WHAT YOU WILL DO. I'd like the entries reproduced exactly, with the images omitted.
▽
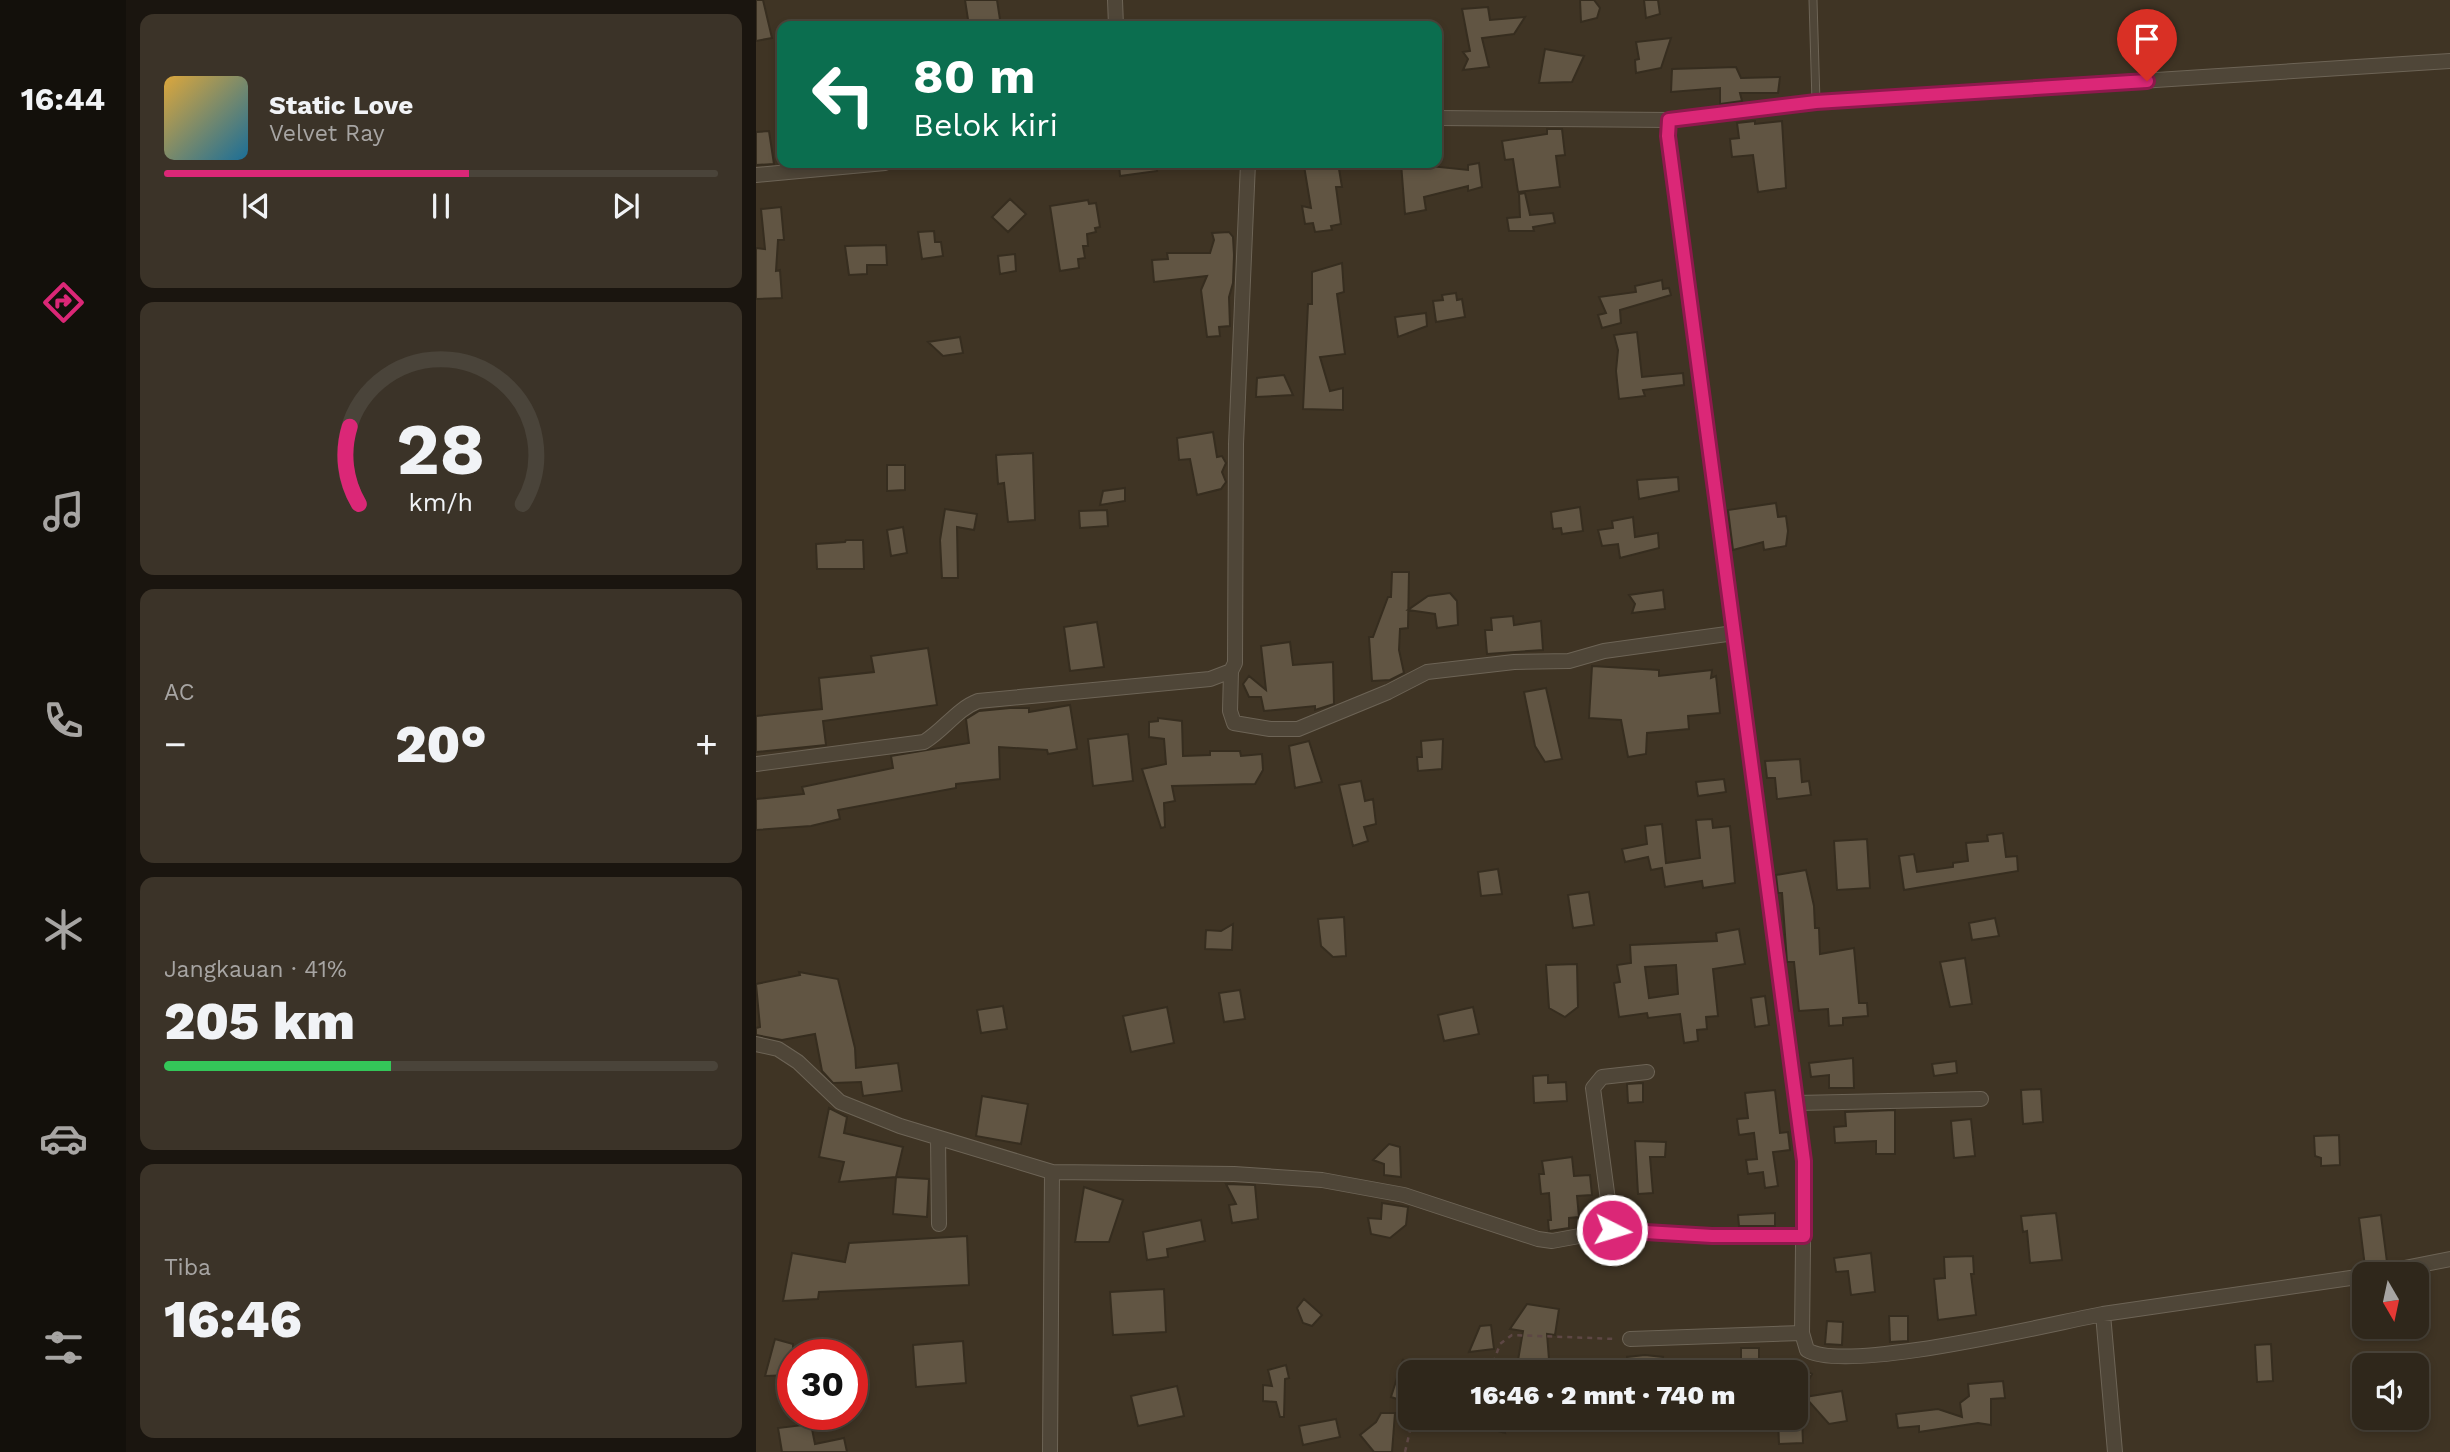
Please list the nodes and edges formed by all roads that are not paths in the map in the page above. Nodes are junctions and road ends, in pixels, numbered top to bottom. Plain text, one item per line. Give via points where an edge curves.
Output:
1 (1115, 0) edge
2 (1813, 0) edge
3 (1116, 21) edge
4 (2450, 61) edge
5 (1816, 102) junction
6 (1442, 118) edge
7 (1669, 120) junction
8 (832, 168) edge
9 (1248, 168) edge
10 (756, 175) edge
11 (1734, 633) junction
12 (1231, 671) junction
13 (756, 764) edge
14 (756, 1044) edge
15 (1647, 1072) dead end
16 (1981, 1099) dead end
17 (1797, 1103) junction
18 (939, 1138) junction
19 (1052, 1172) junction
20 (939, 1224) dead end
21 (1612, 1230) junction
22 (1804, 1236) junction
23 (2450, 1259) edge
24 (2429, 1263) edge
25 (2352, 1278) edge
26 (2103, 1314) junction
27 (1802, 1333) junction
28 (1630, 1339) road end
29 (1049, 1452) edge
30 (2115, 1452) edge

1 - 3 street
2 - 5 lane
4 - 5 street
5 - 7 street
6 - 7 street
7 - 11 street
8 - 10 street
9 - 12 street via 1236,444 1235,663
11 - 12 street via 1604,651 1569,661 1427,671 1298,729 1234,723
11 - 17 street
12 - 13 street via 1210,679 978,701 924,742
14 - 18 street via 778,1049 798,1062 840,1102
15 - 21 street via 1601,1077 1593,1088
16 - 17 street
17 - 22 street via 1804,1161
18 - 19 street
18 - 20 street
19 - 21 street via 1322,1180 1421,1199 1538,1240
19 - 29 street
21 - 22 street
22 - 27 street
23 - 24 street
25 - 26 street
26 - 27 street via 1893,1354 1816,1355 1807,1350
26 - 30 street
27 - 28 street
△
WRITTEN REPLY.
Please list the nodes and edges formed by all roads that are not paths in the map in the page above. Nodes are junctions and road ends, in pixels, numbered top to bottom. Plain text, one item per line. Give via points where an edge curves.
Output:
1 (1115, 0) edge
2 (1813, 0) edge
3 (1116, 21) edge
4 (2450, 61) edge
5 (1816, 102) junction
6 (1442, 118) edge
7 (1669, 120) junction
8 (832, 168) edge
9 (1248, 168) edge
10 (756, 175) edge
11 (1734, 633) junction
12 (1231, 671) junction
13 (756, 764) edge
14 (756, 1044) edge
15 (1647, 1072) dead end
16 (1981, 1099) dead end
17 (1797, 1103) junction
18 (939, 1138) junction
19 (1052, 1172) junction
20 (939, 1224) dead end
21 (1612, 1230) junction
22 (1804, 1236) junction
23 (2450, 1259) edge
24 (2429, 1263) edge
25 (2352, 1278) edge
26 (2103, 1314) junction
27 (1802, 1333) junction
28 (1630, 1339) road end
29 (1049, 1452) edge
30 (2115, 1452) edge

1 - 3 street
2 - 5 lane
4 - 5 street
5 - 7 street
6 - 7 street
7 - 11 street
8 - 10 street
9 - 12 street via 1236,444 1235,663
11 - 12 street via 1604,651 1569,661 1427,671 1298,729 1234,723
11 - 17 street
12 - 13 street via 1210,679 978,701 924,742
14 - 18 street via 778,1049 798,1062 840,1102
15 - 21 street via 1601,1077 1593,1088
16 - 17 street
17 - 22 street via 1804,1161
18 - 19 street
18 - 20 street
19 - 21 street via 1322,1180 1421,1199 1538,1240
19 - 29 street
21 - 22 street
22 - 27 street
23 - 24 street
25 - 26 street
26 - 27 street via 1893,1354 1816,1355 1807,1350
26 - 30 street
27 - 28 street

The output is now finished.